Your assignment: A verbatim copy of the data below is the required output.

--- Records supplied Enclosed Below ---

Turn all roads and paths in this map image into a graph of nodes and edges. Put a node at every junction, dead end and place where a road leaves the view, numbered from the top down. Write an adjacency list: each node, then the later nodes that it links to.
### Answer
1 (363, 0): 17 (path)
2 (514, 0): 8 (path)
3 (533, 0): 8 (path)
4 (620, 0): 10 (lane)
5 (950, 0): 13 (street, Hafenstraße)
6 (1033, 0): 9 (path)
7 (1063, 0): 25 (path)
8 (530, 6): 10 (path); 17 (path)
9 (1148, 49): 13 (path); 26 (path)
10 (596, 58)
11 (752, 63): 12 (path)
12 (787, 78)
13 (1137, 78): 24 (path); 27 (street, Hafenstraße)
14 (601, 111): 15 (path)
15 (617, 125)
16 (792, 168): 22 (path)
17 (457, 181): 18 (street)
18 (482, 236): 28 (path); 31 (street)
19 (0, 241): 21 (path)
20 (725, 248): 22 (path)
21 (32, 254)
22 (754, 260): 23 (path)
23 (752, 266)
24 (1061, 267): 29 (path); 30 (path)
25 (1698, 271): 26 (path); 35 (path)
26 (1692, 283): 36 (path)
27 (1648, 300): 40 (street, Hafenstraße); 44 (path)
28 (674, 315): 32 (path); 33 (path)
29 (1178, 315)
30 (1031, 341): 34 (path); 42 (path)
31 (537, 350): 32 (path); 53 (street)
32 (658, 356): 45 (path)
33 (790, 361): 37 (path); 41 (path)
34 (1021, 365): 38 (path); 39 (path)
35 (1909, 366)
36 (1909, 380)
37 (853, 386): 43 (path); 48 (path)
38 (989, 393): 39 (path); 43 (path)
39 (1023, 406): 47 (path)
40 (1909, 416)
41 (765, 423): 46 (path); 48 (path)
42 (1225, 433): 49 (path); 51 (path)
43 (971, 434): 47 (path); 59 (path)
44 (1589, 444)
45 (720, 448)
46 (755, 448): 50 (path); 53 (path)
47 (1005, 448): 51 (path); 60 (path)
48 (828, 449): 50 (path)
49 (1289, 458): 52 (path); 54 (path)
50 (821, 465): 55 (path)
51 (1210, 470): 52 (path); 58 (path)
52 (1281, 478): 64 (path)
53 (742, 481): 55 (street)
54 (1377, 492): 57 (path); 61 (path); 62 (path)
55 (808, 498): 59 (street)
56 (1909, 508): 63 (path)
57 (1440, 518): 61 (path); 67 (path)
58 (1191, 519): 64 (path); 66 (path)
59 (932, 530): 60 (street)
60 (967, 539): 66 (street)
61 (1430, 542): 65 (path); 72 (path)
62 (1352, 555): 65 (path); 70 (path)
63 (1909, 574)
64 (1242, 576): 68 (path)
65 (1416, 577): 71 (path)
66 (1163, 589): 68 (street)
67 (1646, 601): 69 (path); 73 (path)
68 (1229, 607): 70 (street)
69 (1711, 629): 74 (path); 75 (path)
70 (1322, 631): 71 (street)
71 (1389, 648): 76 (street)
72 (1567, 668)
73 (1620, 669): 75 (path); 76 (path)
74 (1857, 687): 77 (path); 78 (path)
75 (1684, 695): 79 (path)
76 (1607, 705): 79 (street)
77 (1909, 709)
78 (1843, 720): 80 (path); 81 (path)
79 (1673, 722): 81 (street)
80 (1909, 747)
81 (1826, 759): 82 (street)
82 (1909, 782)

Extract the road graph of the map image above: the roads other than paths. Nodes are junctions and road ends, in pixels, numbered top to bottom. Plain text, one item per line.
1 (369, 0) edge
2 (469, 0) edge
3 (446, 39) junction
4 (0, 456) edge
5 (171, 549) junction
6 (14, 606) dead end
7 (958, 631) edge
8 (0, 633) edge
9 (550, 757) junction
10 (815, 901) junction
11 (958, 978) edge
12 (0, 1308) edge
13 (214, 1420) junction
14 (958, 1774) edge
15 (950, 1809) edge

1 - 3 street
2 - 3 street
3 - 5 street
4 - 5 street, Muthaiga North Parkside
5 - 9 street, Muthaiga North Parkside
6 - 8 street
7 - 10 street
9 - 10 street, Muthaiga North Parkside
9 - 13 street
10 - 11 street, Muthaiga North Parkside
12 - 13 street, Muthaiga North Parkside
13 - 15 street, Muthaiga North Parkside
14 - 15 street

--- End of Enclosed Records supplied ---

Task answer:
Turn all roads and paths in this map image into a graph of nodes and edges. Put a node at every junction, dead end and place where a road leaves the view, numbered from the top down. Write an adjacency list: each node, then the later nodes that it links to.
### Answer
1 (363, 0): 17 (path)
2 (514, 0): 8 (path)
3 (533, 0): 8 (path)
4 (620, 0): 10 (lane)
5 (950, 0): 13 (street, Hafenstraße)
6 (1033, 0): 9 (path)
7 (1063, 0): 25 (path)
8 (530, 6): 10 (path); 17 (path)
9 (1148, 49): 13 (path); 26 (path)
10 (596, 58)
11 (752, 63): 12 (path)
12 (787, 78)
13 (1137, 78): 24 (path); 27 (street, Hafenstraße)
14 (601, 111): 15 (path)
15 (617, 125)
16 (792, 168): 22 (path)
17 (457, 181): 18 (street)
18 (482, 236): 28 (path); 31 (street)
19 (0, 241): 21 (path)
20 (725, 248): 22 (path)
21 (32, 254)
22 (754, 260): 23 (path)
23 (752, 266)
24 (1061, 267): 29 (path); 30 (path)
25 (1698, 271): 26 (path); 35 (path)
26 (1692, 283): 36 (path)
27 (1648, 300): 40 (street, Hafenstraße); 44 (path)
28 (674, 315): 32 (path); 33 (path)
29 (1178, 315)
30 (1031, 341): 34 (path); 42 (path)
31 (537, 350): 32 (path); 53 (street)
32 (658, 356): 45 (path)
33 (790, 361): 37 (path); 41 (path)
34 (1021, 365): 38 (path); 39 (path)
35 (1909, 366)
36 (1909, 380)
37 (853, 386): 43 (path); 48 (path)
38 (989, 393): 39 (path); 43 (path)
39 (1023, 406): 47 (path)
40 (1909, 416)
41 (765, 423): 46 (path); 48 (path)
42 (1225, 433): 49 (path); 51 (path)
43 (971, 434): 47 (path); 59 (path)
44 (1589, 444)
45 (720, 448)
46 (755, 448): 50 (path); 53 (path)
47 (1005, 448): 51 (path); 60 (path)
48 (828, 449): 50 (path)
49 (1289, 458): 52 (path); 54 (path)
50 (821, 465): 55 (path)
51 (1210, 470): 52 (path); 58 (path)
52 (1281, 478): 64 (path)
53 (742, 481): 55 (street)
54 (1377, 492): 57 (path); 61 (path); 62 (path)
55 (808, 498): 59 (street)
56 (1909, 508): 63 (path)
57 (1440, 518): 61 (path); 67 (path)
58 (1191, 519): 64 (path); 66 (path)
59 (932, 530): 60 (street)
60 (967, 539): 66 (street)
61 (1430, 542): 65 (path); 72 (path)
62 (1352, 555): 65 (path); 70 (path)
63 (1909, 574)
64 (1242, 576): 68 (path)
65 (1416, 577): 71 (path)
66 (1163, 589): 68 (street)
67 (1646, 601): 69 (path); 73 (path)
68 (1229, 607): 70 (street)
69 (1711, 629): 74 (path); 75 (path)
70 (1322, 631): 71 (street)
71 (1389, 648): 76 (street)
72 (1567, 668)
73 (1620, 669): 75 (path); 76 (path)
74 (1857, 687): 77 (path); 78 (path)
75 (1684, 695): 79 (path)
76 (1607, 705): 79 (street)
77 (1909, 709)
78 (1843, 720): 80 (path); 81 (path)
79 (1673, 722): 81 (street)
80 (1909, 747)
81 (1826, 759): 82 (street)
82 (1909, 782)

Extract the road graph of the map image above: the roads other than paths. Nodes are junctions and road ends, in pixels, numbered top to bottom. Plain text, one item per line.
1 (369, 0) edge
2 (469, 0) edge
3 (446, 39) junction
4 (0, 456) edge
5 (171, 549) junction
6 (14, 606) dead end
7 (958, 631) edge
8 (0, 633) edge
9 (550, 757) junction
10 (815, 901) junction
11 (958, 978) edge
12 (0, 1308) edge
13 (214, 1420) junction
14 (958, 1774) edge
15 (950, 1809) edge

1 - 3 street
2 - 3 street
3 - 5 street
4 - 5 street, Muthaiga North Parkside
5 - 9 street, Muthaiga North Parkside
6 - 8 street
7 - 10 street
9 - 10 street, Muthaiga North Parkside
9 - 13 street
10 - 11 street, Muthaiga North Parkside
12 - 13 street, Muthaiga North Parkside
13 - 15 street, Muthaiga North Parkside
14 - 15 street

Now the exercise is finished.